§ **Description of the task**: Would you set down each line of the data below exactly?
╔══
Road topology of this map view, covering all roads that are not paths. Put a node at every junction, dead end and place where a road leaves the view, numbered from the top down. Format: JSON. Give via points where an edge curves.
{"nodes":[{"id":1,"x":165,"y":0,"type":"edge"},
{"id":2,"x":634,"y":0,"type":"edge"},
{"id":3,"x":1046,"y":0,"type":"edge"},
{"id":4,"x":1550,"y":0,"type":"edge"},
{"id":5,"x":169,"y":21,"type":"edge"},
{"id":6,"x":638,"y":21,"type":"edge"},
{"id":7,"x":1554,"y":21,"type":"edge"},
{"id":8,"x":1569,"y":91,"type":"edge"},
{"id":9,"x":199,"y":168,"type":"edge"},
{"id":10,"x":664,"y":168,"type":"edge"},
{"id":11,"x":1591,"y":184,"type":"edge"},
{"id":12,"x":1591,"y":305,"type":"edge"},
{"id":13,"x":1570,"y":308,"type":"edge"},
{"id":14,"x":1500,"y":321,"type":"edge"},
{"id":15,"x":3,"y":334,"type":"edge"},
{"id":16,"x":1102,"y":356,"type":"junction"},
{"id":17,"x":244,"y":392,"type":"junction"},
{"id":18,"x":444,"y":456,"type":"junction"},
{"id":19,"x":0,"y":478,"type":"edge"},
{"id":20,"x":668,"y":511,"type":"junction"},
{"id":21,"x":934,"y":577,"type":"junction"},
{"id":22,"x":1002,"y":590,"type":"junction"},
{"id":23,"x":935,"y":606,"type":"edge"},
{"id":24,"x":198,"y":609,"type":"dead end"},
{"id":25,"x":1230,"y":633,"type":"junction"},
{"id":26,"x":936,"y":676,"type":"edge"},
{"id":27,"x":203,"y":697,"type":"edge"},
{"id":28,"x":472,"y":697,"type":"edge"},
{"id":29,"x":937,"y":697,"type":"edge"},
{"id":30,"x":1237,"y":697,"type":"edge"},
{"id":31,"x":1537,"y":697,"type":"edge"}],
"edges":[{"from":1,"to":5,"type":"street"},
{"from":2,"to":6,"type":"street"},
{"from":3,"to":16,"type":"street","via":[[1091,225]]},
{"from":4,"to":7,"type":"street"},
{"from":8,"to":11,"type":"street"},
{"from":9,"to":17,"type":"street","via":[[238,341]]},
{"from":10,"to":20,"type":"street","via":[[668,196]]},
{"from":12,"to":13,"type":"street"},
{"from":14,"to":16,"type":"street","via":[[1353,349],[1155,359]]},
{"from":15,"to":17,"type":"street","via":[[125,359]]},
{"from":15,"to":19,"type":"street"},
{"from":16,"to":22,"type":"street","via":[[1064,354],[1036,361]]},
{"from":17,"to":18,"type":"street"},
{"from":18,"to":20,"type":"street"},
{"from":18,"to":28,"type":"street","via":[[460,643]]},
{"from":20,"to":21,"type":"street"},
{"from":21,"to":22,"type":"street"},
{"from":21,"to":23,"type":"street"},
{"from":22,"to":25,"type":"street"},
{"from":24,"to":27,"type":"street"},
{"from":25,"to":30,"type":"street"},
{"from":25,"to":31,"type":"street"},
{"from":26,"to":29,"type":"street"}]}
╚══
§ **Result of the exercise**:
Road topology of this map view, covering all roads that are not paths. Put a node at every junction, dead end and place where a road leaves the view, numbered from the top down. Format: JSON. Give via points where an edge curves.
{"nodes":[{"id":1,"x":165,"y":0,"type":"edge"},
{"id":2,"x":634,"y":0,"type":"edge"},
{"id":3,"x":1046,"y":0,"type":"edge"},
{"id":4,"x":1550,"y":0,"type":"edge"},
{"id":5,"x":169,"y":21,"type":"edge"},
{"id":6,"x":638,"y":21,"type":"edge"},
{"id":7,"x":1554,"y":21,"type":"edge"},
{"id":8,"x":1569,"y":91,"type":"edge"},
{"id":9,"x":199,"y":168,"type":"edge"},
{"id":10,"x":664,"y":168,"type":"edge"},
{"id":11,"x":1591,"y":184,"type":"edge"},
{"id":12,"x":1591,"y":305,"type":"edge"},
{"id":13,"x":1570,"y":308,"type":"edge"},
{"id":14,"x":1500,"y":321,"type":"edge"},
{"id":15,"x":3,"y":334,"type":"edge"},
{"id":16,"x":1102,"y":356,"type":"junction"},
{"id":17,"x":244,"y":392,"type":"junction"},
{"id":18,"x":444,"y":456,"type":"junction"},
{"id":19,"x":0,"y":478,"type":"edge"},
{"id":20,"x":668,"y":511,"type":"junction"},
{"id":21,"x":934,"y":577,"type":"junction"},
{"id":22,"x":1002,"y":590,"type":"junction"},
{"id":23,"x":935,"y":606,"type":"edge"},
{"id":24,"x":198,"y":609,"type":"dead end"},
{"id":25,"x":1230,"y":633,"type":"junction"},
{"id":26,"x":936,"y":676,"type":"edge"},
{"id":27,"x":203,"y":697,"type":"edge"},
{"id":28,"x":472,"y":697,"type":"edge"},
{"id":29,"x":937,"y":697,"type":"edge"},
{"id":30,"x":1237,"y":697,"type":"edge"},
{"id":31,"x":1537,"y":697,"type":"edge"}],
"edges":[{"from":1,"to":5,"type":"street"},
{"from":2,"to":6,"type":"street"},
{"from":3,"to":16,"type":"street","via":[[1091,225]]},
{"from":4,"to":7,"type":"street"},
{"from":8,"to":11,"type":"street"},
{"from":9,"to":17,"type":"street","via":[[238,341]]},
{"from":10,"to":20,"type":"street","via":[[668,196]]},
{"from":12,"to":13,"type":"street"},
{"from":14,"to":16,"type":"street","via":[[1353,349],[1155,359]]},
{"from":15,"to":17,"type":"street","via":[[125,359]]},
{"from":15,"to":19,"type":"street"},
{"from":16,"to":22,"type":"street","via":[[1064,354],[1036,361]]},
{"from":17,"to":18,"type":"street"},
{"from":18,"to":20,"type":"street"},
{"from":18,"to":28,"type":"street","via":[[460,643]]},
{"from":20,"to":21,"type":"street"},
{"from":21,"to":22,"type":"street"},
{"from":21,"to":23,"type":"street"},
{"from":22,"to":25,"type":"street"},
{"from":24,"to":27,"type":"street"},
{"from":25,"to":30,"type":"street"},
{"from":25,"to":31,"type":"street"},
{"from":26,"to":29,"type":"street"}]}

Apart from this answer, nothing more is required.